Many studies have examined the potential cognitive benefits of growing up in a multilingual home. However, few have stepped back to consider other benefits, such as communication skills. University of Chicago is thought to be the first to look at one of these other benefits, and they have found that exposure to multiple languages in childhood may actually make children better communicators.
“Children are really good at acquiring language. They master the vocabulary and the syntax of the language, but they need more tools to be effective communicators,” study co-author Boaz Keysar, professor of psychology and cognition, told Science Daily. “A lot of communication is about perspective talking, which is what our study measures.”
In that study, Keysar; Katherine Kinzler, associate professor of psychology and an expert on language and social development; and their co-authors, doctoral students in psychology Samantha Fan and Zoe Liberman, examined 72 4- to 6-yearold children on a social communication task. The children all came from one of three language backgrounds: monolingual (spoke and heard only English and had very little exposure to other languages), exposures (primarily heard and spoke English, but had some regular exposure to speakers of other languages), and bilinguals (exposed to two languages on a regular basis and were able to speak and understand them both). In each group, there were 24 children.

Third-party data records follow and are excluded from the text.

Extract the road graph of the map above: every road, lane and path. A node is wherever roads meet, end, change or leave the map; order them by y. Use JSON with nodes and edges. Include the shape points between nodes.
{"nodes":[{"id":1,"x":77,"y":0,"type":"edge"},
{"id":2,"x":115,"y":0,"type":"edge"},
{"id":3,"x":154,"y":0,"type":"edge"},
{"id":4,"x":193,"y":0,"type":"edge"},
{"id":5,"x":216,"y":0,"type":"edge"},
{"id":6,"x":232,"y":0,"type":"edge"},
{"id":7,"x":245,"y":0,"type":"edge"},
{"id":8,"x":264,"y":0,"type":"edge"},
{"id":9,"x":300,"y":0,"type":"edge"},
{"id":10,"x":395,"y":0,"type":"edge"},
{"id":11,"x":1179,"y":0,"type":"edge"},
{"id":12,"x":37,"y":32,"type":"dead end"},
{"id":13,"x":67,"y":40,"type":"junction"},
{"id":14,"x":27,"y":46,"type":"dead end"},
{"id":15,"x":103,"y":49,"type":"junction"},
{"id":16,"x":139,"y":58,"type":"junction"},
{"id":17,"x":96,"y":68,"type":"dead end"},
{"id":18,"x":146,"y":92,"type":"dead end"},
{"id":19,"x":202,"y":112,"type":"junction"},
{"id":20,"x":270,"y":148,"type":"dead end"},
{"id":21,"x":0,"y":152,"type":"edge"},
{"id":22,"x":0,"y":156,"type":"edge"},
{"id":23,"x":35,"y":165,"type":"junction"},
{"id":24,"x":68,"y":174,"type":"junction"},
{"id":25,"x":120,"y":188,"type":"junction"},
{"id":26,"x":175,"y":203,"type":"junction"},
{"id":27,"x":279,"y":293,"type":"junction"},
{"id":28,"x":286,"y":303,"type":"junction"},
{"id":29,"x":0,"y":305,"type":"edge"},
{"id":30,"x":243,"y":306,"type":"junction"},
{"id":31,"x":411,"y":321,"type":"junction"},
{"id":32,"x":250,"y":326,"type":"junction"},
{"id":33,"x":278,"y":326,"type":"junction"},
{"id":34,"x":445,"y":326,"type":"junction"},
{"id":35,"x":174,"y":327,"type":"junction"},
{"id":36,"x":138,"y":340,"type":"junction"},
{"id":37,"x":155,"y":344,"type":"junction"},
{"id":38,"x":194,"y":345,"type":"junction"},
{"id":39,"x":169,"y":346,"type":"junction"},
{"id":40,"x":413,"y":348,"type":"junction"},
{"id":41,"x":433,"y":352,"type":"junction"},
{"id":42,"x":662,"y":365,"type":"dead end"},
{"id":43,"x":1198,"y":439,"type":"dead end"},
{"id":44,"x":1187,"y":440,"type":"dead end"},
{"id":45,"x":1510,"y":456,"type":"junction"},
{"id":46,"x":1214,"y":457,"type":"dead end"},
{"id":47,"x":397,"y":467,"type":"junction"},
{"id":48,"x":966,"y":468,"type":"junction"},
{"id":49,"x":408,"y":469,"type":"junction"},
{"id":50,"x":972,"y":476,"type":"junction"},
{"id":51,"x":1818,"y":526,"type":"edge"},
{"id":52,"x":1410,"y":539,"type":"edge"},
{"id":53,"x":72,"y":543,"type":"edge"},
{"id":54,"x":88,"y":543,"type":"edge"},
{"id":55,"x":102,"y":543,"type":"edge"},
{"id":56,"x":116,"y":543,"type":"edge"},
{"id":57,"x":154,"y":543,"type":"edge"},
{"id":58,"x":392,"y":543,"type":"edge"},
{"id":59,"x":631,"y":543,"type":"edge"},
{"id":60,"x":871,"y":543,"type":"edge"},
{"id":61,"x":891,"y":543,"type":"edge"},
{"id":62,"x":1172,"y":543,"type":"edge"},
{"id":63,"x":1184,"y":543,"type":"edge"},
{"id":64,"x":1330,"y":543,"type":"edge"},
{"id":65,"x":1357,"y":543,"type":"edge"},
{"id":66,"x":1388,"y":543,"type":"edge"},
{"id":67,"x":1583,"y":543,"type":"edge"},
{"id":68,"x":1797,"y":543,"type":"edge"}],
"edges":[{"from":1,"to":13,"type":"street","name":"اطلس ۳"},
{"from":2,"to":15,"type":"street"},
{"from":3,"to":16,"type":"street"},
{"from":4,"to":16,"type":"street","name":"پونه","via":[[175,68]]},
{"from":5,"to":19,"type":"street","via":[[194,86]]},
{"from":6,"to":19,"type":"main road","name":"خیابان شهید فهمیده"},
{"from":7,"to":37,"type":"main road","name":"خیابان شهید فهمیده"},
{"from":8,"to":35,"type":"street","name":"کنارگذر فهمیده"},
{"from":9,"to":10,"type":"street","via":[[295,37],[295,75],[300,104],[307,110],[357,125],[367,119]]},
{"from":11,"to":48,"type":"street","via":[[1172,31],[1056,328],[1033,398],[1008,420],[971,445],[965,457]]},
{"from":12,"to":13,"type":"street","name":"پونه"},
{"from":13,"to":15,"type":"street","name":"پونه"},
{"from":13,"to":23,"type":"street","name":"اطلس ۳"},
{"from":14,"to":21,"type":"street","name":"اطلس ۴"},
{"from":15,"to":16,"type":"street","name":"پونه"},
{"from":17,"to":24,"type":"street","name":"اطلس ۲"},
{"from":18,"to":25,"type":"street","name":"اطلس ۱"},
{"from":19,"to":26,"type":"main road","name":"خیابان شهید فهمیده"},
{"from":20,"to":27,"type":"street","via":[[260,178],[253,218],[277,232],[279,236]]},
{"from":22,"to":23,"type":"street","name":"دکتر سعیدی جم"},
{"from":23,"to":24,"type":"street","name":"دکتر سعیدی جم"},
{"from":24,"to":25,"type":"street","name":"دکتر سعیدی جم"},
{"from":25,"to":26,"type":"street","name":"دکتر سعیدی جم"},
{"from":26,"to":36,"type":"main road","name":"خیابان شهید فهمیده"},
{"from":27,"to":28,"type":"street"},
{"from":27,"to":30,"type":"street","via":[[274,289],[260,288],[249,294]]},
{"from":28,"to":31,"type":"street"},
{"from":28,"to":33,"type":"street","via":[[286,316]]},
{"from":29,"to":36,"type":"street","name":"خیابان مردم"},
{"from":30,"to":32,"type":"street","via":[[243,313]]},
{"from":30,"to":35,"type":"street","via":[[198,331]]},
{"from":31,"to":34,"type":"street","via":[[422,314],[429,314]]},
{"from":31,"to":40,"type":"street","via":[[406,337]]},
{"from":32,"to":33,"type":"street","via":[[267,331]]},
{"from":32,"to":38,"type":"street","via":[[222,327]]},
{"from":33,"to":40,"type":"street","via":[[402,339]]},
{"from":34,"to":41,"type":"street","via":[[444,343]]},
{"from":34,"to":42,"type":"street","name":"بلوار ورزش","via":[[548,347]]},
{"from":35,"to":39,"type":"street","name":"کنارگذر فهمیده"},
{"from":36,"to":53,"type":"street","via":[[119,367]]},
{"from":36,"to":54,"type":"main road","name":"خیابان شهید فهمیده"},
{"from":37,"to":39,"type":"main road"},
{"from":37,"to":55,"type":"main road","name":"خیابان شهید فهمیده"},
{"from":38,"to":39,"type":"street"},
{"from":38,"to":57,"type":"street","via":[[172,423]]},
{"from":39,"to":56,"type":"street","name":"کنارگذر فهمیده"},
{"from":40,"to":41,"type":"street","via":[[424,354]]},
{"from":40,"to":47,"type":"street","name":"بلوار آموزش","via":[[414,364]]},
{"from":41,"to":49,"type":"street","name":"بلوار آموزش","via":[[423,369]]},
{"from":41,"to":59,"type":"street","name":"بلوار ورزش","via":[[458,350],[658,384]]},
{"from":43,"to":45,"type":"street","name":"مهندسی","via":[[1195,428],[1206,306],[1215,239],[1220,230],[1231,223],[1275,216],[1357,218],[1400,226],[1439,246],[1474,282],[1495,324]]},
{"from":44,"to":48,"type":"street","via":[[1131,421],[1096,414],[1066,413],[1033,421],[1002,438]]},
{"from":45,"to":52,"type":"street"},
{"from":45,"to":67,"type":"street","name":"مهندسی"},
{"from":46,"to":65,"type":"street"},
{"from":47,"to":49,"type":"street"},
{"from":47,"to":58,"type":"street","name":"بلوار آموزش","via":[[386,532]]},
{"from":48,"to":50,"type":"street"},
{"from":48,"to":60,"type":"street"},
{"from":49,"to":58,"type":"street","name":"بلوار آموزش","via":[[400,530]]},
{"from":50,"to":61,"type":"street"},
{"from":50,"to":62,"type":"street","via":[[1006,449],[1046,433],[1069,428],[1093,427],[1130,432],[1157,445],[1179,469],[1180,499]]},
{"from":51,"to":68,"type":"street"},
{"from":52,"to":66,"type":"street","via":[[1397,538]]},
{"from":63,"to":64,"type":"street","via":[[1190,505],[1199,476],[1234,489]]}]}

Each child that participated sat on one side of a table across from an adult. The game, based on communication, required the child to move objects around on a grid. The children could see all of the objects, but the adult on the other side could not because some of their grid squares were blocked.
To ensure that the children fully understood that the adult couldn’t see all of the objects, the children first played the game from the adult side. They then played from the other side. Adults would ask the children to move an object through description like, “I see a small car. Could you move the small car?” The children would have to take into account that the adult could only see two cars – the medium and large cars – while the children could see the small, medium, and large cars. In other words, the child would need to move the medium-sized car instead of the smallest one.
Monolingual children had more difficulty understanding the adult’s intended meaning in the game and only moved the correct object about half of the time. Exposure children performed significantly better, moving the correct object 76 percent of the time. And children in the bilingual group moved the correct item 77 percent of the time.
“Language is social,” Fan told Science Daily. “Being exposed to multiple languages gives you a very different social experience, which could help children develop more effective communication skills.”
“Children in multilingual environments have extensive social practice in monitoring who speaks what to whom, and observing the social patterns and allegiances that are formed based on language usage,” Kinzler added, pointing out that some parents seem wary of second-language exposure. “These early socio-linguistic experiences could hone children’s skills at taking other people’s perspectives and provide them with tools for effective communication.”
And Liberman pointed out that it may actually point out some benefits we might have previously missed when looking at bilingual exposure.
“Our discovery has important policy implications,” Liberman said. “For instance, it suggests previously unrealized advantages for bilingual education.”